What is deep packet inspection?
Digging into DPI
Data is the lifeblood of the digital economy, and marketing companies are constantly looking for ways to squeeze just a little bit more out of the average consumer. Traditional tracking methods like marketing cookies give plenty of insights into your browsing data - but that’s nothing compared to the scrutiny of your internet traffic enabled by Deep Packet Inspection (DPI).
DPI is a sophisticated method of inspecting internet traffic that has many legitimate applications for improving network security and efficiency. However, it can also be abused by marketing agencies to spy on you and weaponized by repressive governments for censorship, surveillance, and blocking access to tools like VPNs. However, some of the best VPNs offer obfuscation technologies that help you get around DPI-based protocol blocking.
Understanding how DPI works and the risks it poses is essential for anyone concerned about online privacy and freedom. So, read on, and I’ll explore DPI in detail, going over its functions, uses, and implications for VPN users.
Deep Packet Inspection
DPI stands for Deep Packet Inspection, which is a method of analyzing network traffic at a granular level by analyzing the content of individual packets.
While more taxing on networking devices than regular packet analysis, DPI allows network admins to categorize traffic in complex ways, according to their contents, that would otherwise be impossible using traditional data packet analysis.
A data packet is the fundamental unit of data sent over a network. To enable communication between devices, streams of these packets are sent over the network and routed through intermediate nodes until they end up at the intended destination.
Even if they reach the destination out of order, they can be reassembled at the recipient’s end to form a meaningful communication instead of a garbled mess of nonsensical data.

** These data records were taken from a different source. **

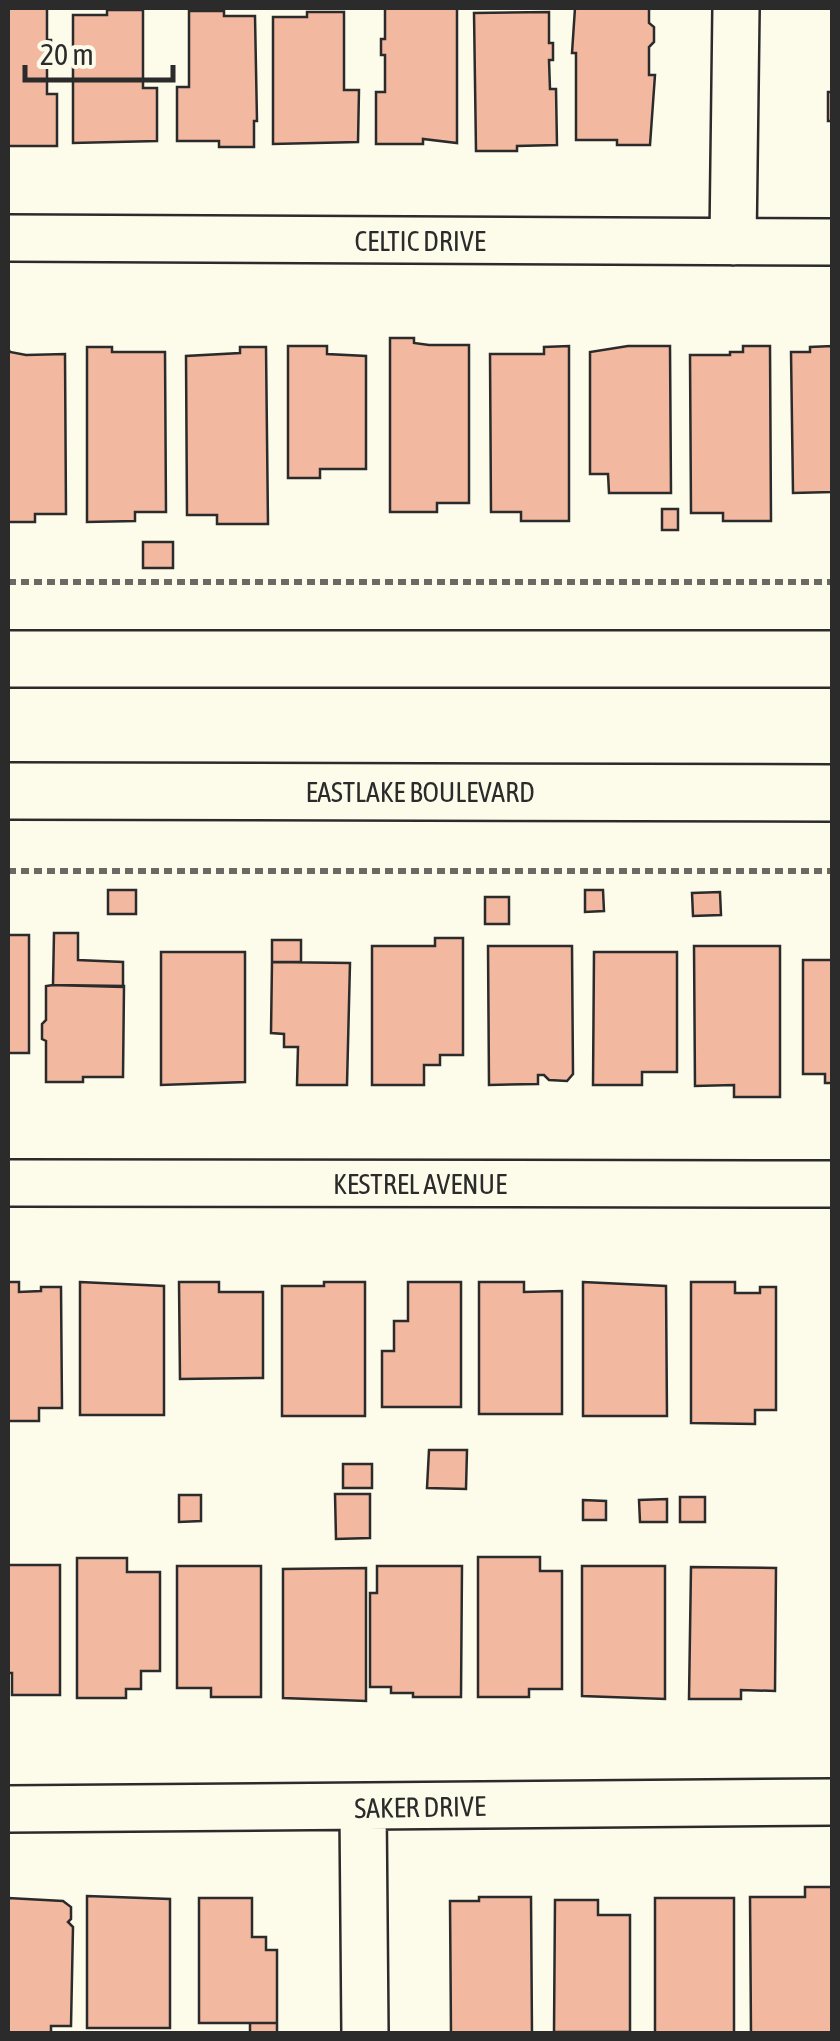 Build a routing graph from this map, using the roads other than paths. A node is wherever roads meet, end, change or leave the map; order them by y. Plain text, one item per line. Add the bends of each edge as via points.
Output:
1 (736, 8) edge
2 (8, 238) edge
3 (733, 242) junction
4 (832, 242) edge
5 (8, 658) edge
6 (832, 659) edge
7 (8, 791) edge
8 (832, 792) edge
9 (8, 1183) edge
10 (832, 1184) edge
11 (832, 1802) edge
12 (364, 1808) junction
13 (8, 1809) edge
14 (365, 2034) edge

1 - 3 street
2 - 3 street, CELTIC DRIVE
3 - 4 street, CELTIC DRIVE
5 - 6 main road
7 - 8 main road, EASTLAKE BOULEVARD
9 - 10 street, KESTREL AVENUE
11 - 12 street, SAKER DRIVE
12 - 13 street, SAKER DRIVE
12 - 14 street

To enable all of the networking magic that makes this possible, the packet is split into two main components:
- The first is the header, which contains metadata about the packet, such as the source and destination IP addresses, protocol type, and packet size.
- Then there’s the payload, which is the actual content of the data being transmitted intended for an application on the recipient’s end, such as a web page request, email, or video stream.
Traditional firewalls use stateless packet filtering, which examines only the header of each packet. Decisions to block or allow the traffic are made based on simple matching rules like IP address, port number, or protocol type.
While most network tools analyze only the header, DPI-enabled tools inspect both the header and the payload.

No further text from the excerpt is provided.